Systematic errors

Since neither the physical base model nor the surrogate happens to perfectly represent the physics of the transient, the likelihood function in fiesta uses a systematic uncertainty \(\sigma_{\rm sys}\).

\[\mathcal{L}(\vec{\theta}|d) = - \frac{1}{2} \sum_{t_j} \biggl( \frac{(m(t_j) - m^{\star}(t_j, \vec{\!\theta}\,))^2}{\sigma(t_j)^2 + \sigma_{\text{sys}}^2} + \ln(2\pi (\sigma(t_j)^2 + \sigma_{\text{sys}}^2)) \biggr)\]

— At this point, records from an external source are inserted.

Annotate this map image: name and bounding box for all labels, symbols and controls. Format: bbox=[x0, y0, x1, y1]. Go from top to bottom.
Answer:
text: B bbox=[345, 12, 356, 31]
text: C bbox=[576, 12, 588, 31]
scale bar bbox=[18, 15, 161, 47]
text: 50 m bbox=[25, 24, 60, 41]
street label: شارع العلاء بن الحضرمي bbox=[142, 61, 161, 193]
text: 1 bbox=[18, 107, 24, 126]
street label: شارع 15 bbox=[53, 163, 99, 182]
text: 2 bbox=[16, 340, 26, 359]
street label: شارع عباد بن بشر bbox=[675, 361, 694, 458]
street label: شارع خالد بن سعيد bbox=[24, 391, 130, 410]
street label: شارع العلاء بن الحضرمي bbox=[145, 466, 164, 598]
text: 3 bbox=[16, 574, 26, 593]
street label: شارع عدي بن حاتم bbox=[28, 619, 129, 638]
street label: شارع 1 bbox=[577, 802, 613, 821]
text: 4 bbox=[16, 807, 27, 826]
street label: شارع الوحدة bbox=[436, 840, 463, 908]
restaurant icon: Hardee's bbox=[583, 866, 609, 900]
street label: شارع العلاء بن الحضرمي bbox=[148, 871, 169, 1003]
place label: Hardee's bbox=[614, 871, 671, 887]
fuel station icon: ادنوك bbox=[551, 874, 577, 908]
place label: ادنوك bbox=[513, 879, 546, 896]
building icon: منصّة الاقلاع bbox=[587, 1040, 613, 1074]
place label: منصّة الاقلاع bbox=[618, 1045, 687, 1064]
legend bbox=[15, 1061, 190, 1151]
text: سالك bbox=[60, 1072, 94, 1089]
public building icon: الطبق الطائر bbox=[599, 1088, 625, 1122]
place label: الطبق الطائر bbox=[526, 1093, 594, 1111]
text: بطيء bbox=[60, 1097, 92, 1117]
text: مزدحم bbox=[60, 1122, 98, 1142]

In fiesta, this is controlled through the EMLikelihood class. There are three ways \(\sigma_{\rm sys}\) can be set up (see below). Which one of these modes is chosen depends on which _setup_sys_uncertainty_* method is called on the EMLikelihood instance. Upon initialization, the likelihood instance is in the “fixed” systematic uncertainty mode. When doing inference, this is determined automatically depending on whether a systamics .yaml file is provided and whether the prior includes the sys_err variable. The three modes are:

Fixed

In this case, \(\sigma_{\rm sys}\) is just a constant determined through the error_budget keyword when initializing the likelihood function (defaults to 0.3 mag). In the inference this happens, when neither a systematics file is provided in the Fiesta sampler instance and the prior does not contain a sys_err parameter.

Free

In this case, \(\sigma_{\rm sys}\) is the same across all filters and times, but is sampled freely from a prior. This prior needs to be specified as sys_err in the prior. When initializing a Fiesta sampler with such a prior, the likelihood function is updated accordingly, hence its value for error_budget will be overwritten.

Time-dependent

In this case, the systematic uncertainty is sampled freely, is time-depdendent, and can also vary between filters. For this to happen, the Fiesta sampler needs to be initialized with the argument systematics_file, where systematics_file points to a .yaml file that will determine the specific setup. This .yaml config should provide time_nodes, i.e. the number of time nodes for which the systematic uncertainties are sampled. It should also specify a fiesta.inference.prior type and its parameters, except for the naming. For instance, to introduce four sampling parameters that represent the systematic uncertainty for all filters collectively, using four time nodes linearly spaced between 0.3 and 26 days, one could set up:

collective:
    time_nodes: 4
    time_range: linear 0.3 26
    prior: Uniform
    params:
           xmin: 0.3
           xmax: 1.0

Alternatively, if each filter should have their own systematic uncertainty parameters, the following works (here we omit the time_range argument, which causes the nodes to be spaced linearly between EMLikelihood.tmin and EMLikelihood.tmax):

individual:
    time_nodes: 4
    prior: Uniform
    params:
           xmin: 0.3
           xmax: 1.0

We can also group several filters together:

group1:
    filters:
        - "X-ray-5keV"
        - "X-ray-1keV"
    time_nodes: 4
    time_range: linear 0.1 10
    prior: Uniform
    params:
           xmin: 0.3
           xmax: 2

group2:
    filters:
        - "radio-3GHz"
        - "radio-6GHz"
    time_nodes: 2
    time_range: log 0.3 1000
    prior: LogUniform
    params:
           xmin: 0.3
           xmax: 1.0

remaining:
    time_nodes: 4
    prior: Uniform
    params:
           xmin: 0.3
           xmax: 1.0

This would mean the X-ray filters share their 4 systematic uncertainty parameters spaced linearly between 0.1 and 10 days, the radio filters are sampled with two separate systematic uncertainty filters spaced geometrically between 0.3 and 1000 days, and all remaining filters are sampled with a different set of four systematic uncertainty parameters that are linearly spaced between between EMLikelihood.tmin and EMLikelihood.tmax. If the data does not contain any remaining filters except X-ray-5keV, X-ray-1keV, radio-3GHz, radio-6GHz, then remaining is ignored.